You usually specify the sender using the container class (this) because that is the only class that can invoke the delegate for events.

In this example, the subscriber could cast the sender parameter to Thermostat and access the current temperature that way, as well as via the TemperatureArgs instance. However, the current temperature on the Thermostat instance may change via a different thread. In the case of events that occur due to state changes, passing the previous value along with the new value is a frequent pattern used to control what state transitions are allowable.

Generics and Delegates

The previous section mentioned that the typical pattern for defining delegate data is to specify the first parameter, sender, of type object and the second parameter, eventArgs, to be a type deriving from System.EventArgs. One of the more cumbersome aspects of delegates in C# 1.0 is that you have to declare a new delegate type whenever the parameters on the handler change. Every creation of a new derivation from System.EventArgs (a relatively common occurrence) required the declaration of a new delegate data type that uses the new EventArgs derived type. For example, in order to use TemperatureArgs within the event notification code in Listing 13.30, it is necessary to declare the delegate type TemperatureChangeHandler that has TemperatureArgs as a parameter.
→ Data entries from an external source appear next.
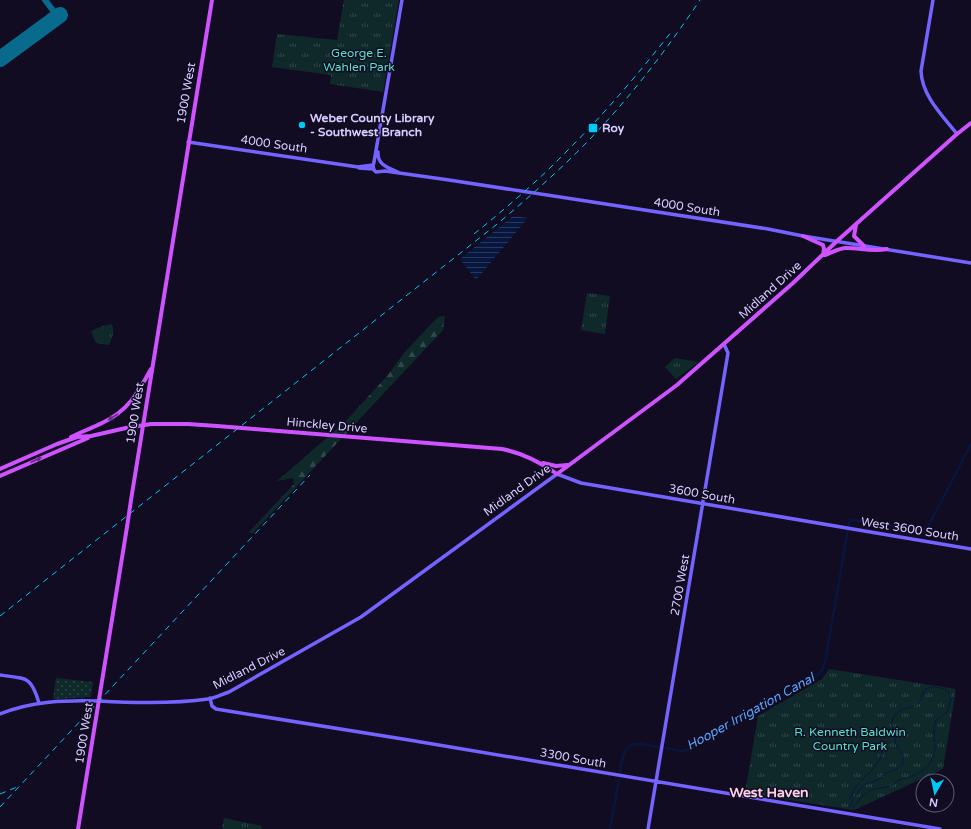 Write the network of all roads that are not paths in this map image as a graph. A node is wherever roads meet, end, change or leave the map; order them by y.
1 (212, 0) edge
2 (402, 0) edge
3 (933, 0) edge
4 (971, 123) edge
5 (957, 134) junction
6 (188, 142) junction
7 (377, 150) junction
8 (380, 161) junction
9 (373, 165) junction
10 (384, 166) junction
11 (382, 171) junction
12 (399, 173) junction
13 (856, 224) junction
14 (804, 236) junction
15 (837, 241) junction
16 (864, 246) junction
17 (887, 249) junction
18 (822, 256) junction
19 (971, 263) edge
20 (724, 344) junction
21 (153, 365) junction
22 (143, 426) junction
23 (91, 436) junction
24 (57, 444) junction
25 (541, 463) junction
26 (569, 465) junction
27 (0, 469) edge
28 (557, 474) junction
29 (0, 476) edge
30 (702, 505) junction
31 (845, 528) joint
32 (971, 549) edge
33 (0, 675) edge
34 (210, 698) junction
35 (99, 702) junction
36 (39, 703) junction
37 (0, 714) edge
38 (656, 782) junction
39 (78, 829) edge
40 (648, 829) edge
41 (940, 829) edge

1 - 6 main road, 1900 West
2 - 7 street
3 - 5 street
4 - 5 main road, Midland Drive
5 - 13 main road, Midland Drive
6 - 9 street, 4000 South
6 - 21 main road, 1900 West
7 - 8 street
7 - 9 street
8 - 9 street, 4000 South
8 - 10 street
9 - 11 street, 4000 South
10 - 11 street
10 - 12 street, 4000 South
11 - 12 street, 4000 South
12 - 14 street, 4000 South
13 - 15 main road, Midland Drive
13 - 16 main road
14 - 15 street, 4000 South
14 - 18 main road
15 - 16 street, 4000 South
15 - 18 main road, Midland Drive
16 - 17 street, 4000 South
17 - 18 main road
17 - 19 street, 4000 South
18 - 20 main road, Midland Drive
20 - 26 main road, Midland Drive
20 - 30 street, 2700 West
21 - 22 main road, 1900 West
21 -> 24 main road
22 - 23 main road, Hinckley Drive
22 - 25 main road, Hinckley Drive, bridge
22 - 35 main road, 1900 West, bridge
23 - 24 main road, Hinckley Drive
29 -> 23 main road, Hinckley Drive
24 - 27 main road, Hinckley Drive
25 - 26 main road
25 - 28 main road, Hinckley Drive
26 - 28 main road, Midland Drive
28 - 30 street, 3600 South
28 - 34 street, Midland Drive
30 - 31 street, 3600 South
30 - 38 street, 2700 West
31 - 32 street, West 3600 South
33 - 36 street
34 - 35 street, Midland Drive
34 - 38 street, 3300 South
35 - 36 street, Midland Drive
35 - 39 main road, 1900 West
36 - 37 street, Midland Drive
38 - 40 street, 2700 West
38 - 41 street, 3300 South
With generics, you can use the same delegate data type in many locations with a host of different parameter types, and remain strongly typed. Consider the delegate declaration example shown in Listing 13.31.

Listing 13.31. Declaring a Generic Delegate Type

 public delegate void EventHandler<T>(object sender, T e)    where T : EventArgs; 

Using EventHandler<T>, each class that requires a particular sender-EventArgs pattern need not declare its own delegate definition. Instead, they can all share the same one, changing the thermostat example as shown in Listing 13.32.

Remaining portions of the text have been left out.